The world doesn’t need more clothes, it needs modern thinking about clothes. How can we make them more useful and less disposable? How can versatility be built in? Those are the concerns that Marie Adam-Leenaerdt set out to address this season, in a collection divided into two parts.
In the first, the models wore coats and suits and dresses in heavy-duty Joseph Beuysian felted gray wool, the tailoring somewhat oversized and the dresses in bold geometric shapes. When they came back around again, they had added a top layer to the garments, sort of like slipcovers for furniture, hence the show’s location in a home furnishings gallery. A coat was enlivened with a leopard print shell, a triangle skirt got an electric blue gloss, and a mini shift became a trompe l’oeil cardigan coat in the vein of Coco Chanel.
It wasn’t entirely obvious that this was the formula until the models walked by and you noticed an undone zipper in back, revealing the Beuys felt underneath. And Adam-Leenaerdt isn’t entirely sure that stores will respond to this slipcover idea of hers—selling two-fers is probably more complicated at a moment when retailers don’t need any more complications—but she’s forging ahead undeterred. And influencing other designers. The slipcover concept was picked up by a much bigger New York brand earlier this season.

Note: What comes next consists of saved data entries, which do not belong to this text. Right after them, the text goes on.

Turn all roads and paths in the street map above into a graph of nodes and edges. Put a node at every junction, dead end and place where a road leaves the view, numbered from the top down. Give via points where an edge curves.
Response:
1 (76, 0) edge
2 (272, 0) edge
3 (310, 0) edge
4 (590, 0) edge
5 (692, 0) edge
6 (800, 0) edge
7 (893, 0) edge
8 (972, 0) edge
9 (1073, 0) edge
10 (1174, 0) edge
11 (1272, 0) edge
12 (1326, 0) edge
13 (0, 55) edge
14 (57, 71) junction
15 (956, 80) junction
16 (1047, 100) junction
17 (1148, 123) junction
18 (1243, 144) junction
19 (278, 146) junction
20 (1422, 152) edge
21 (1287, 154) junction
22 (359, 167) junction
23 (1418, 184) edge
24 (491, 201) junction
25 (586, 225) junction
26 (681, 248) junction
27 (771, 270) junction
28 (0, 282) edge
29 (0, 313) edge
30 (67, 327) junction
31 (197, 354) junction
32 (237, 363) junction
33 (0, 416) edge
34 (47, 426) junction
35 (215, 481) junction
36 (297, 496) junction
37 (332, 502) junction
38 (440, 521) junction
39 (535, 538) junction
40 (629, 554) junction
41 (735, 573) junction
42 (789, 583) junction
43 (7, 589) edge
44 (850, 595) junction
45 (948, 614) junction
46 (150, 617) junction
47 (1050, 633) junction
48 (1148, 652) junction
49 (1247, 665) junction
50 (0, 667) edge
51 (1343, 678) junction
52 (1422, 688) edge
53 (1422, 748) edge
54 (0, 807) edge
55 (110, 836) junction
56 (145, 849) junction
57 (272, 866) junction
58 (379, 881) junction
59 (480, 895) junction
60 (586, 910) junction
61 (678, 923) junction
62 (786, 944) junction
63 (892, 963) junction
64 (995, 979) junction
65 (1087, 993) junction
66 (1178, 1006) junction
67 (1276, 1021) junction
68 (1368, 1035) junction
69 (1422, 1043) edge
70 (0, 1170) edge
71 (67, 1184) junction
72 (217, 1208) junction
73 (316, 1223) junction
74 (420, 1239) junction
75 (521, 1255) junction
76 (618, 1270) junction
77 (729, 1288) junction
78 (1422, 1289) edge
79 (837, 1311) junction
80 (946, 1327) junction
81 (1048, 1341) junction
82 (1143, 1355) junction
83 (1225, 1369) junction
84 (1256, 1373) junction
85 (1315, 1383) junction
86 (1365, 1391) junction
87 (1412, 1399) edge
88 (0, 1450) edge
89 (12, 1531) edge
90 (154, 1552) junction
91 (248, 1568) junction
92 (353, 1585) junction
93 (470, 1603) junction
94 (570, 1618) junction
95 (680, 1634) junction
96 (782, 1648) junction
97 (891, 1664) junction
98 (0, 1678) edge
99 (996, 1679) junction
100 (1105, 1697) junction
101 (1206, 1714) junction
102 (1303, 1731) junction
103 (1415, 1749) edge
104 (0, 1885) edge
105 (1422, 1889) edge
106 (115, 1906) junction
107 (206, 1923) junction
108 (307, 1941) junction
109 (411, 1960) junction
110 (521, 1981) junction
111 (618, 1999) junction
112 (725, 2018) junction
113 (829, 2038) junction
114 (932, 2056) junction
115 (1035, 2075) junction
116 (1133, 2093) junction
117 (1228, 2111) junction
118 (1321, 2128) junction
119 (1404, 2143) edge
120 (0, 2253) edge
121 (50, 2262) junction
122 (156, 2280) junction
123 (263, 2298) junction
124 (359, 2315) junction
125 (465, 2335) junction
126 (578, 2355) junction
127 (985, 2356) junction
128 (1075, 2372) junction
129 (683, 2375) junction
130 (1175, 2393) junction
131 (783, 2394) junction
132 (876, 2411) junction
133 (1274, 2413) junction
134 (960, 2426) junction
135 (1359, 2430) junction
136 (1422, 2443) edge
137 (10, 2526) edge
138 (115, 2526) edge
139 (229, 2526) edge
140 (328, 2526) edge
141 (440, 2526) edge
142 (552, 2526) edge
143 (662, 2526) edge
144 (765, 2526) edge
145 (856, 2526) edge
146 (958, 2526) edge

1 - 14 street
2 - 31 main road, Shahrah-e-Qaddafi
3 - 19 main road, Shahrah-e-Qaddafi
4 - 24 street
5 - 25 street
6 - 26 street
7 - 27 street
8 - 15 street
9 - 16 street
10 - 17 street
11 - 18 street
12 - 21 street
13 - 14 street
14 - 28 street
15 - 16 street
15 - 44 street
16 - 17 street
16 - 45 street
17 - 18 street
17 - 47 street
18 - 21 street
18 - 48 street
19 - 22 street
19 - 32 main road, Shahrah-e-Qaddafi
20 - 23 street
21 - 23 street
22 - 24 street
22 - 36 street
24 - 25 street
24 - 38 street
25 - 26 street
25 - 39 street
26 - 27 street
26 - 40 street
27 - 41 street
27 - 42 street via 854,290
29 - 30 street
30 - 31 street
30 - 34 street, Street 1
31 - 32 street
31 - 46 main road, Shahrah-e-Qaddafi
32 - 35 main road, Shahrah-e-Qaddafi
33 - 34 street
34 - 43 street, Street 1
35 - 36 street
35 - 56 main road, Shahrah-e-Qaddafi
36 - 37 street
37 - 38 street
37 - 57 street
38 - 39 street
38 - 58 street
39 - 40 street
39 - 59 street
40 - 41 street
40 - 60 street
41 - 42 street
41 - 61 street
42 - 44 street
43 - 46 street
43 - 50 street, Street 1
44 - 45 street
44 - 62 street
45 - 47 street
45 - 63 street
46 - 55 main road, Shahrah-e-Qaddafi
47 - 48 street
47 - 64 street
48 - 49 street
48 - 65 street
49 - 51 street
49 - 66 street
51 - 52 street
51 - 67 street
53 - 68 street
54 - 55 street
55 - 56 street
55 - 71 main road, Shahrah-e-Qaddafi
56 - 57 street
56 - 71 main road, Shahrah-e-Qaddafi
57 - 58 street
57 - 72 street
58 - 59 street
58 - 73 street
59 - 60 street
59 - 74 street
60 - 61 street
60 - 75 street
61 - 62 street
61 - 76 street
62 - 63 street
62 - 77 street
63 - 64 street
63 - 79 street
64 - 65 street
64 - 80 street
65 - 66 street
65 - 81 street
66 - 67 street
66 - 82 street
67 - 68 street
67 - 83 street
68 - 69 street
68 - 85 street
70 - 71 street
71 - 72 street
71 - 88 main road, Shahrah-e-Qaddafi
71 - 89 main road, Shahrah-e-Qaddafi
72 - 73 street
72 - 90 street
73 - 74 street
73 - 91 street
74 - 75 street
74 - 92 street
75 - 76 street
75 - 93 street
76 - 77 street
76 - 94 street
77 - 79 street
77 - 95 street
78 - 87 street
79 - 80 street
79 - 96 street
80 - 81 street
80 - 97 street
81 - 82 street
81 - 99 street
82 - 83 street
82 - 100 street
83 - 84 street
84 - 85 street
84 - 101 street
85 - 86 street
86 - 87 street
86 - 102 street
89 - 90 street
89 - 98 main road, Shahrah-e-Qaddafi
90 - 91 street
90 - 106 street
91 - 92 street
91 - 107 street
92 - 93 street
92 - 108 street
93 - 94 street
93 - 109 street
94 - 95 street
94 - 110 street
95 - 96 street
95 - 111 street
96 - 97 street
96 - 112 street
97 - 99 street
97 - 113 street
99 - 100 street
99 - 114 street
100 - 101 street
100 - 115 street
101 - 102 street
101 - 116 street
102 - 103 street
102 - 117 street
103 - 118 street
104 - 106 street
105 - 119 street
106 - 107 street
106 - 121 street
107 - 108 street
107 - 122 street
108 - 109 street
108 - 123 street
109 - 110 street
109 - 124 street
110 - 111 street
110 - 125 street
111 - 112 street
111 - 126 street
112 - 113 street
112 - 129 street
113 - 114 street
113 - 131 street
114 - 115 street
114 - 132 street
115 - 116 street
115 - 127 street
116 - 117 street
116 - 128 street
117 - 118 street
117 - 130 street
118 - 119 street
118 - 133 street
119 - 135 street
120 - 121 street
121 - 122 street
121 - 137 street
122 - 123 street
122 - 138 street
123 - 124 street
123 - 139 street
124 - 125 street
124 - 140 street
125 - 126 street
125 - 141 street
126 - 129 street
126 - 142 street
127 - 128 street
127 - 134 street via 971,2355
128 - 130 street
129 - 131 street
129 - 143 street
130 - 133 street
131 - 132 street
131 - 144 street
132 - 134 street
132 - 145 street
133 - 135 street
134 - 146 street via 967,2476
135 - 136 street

Meanwhile, she’s also making other, more familiar pieces more versatile, like the sweater that converts from a turtleneck to a crew neck to a v-neck, or the printed dress whose volumes can be manipulated by adjustable underhoops. “For me,” she said, “versatility is really important today, because there are so many things, and when I design a new jumper, it’s important to give more strength to one garment, because it’s expensive to buy a knit. If you give this impression to buy a two- or three-in-one, it’s more relevant.”
Also today, Anrealage’s Kunihiko Morinaga did a show in two parts; his was divided between analog and digital, but both collections were about reskinning garments to augment them and augment our lives. Maybe they should get together for a collaboration. At the very least, Adam-Leenaerdt is worthy of industry support to keep developing and refining her solution oriented sportswear.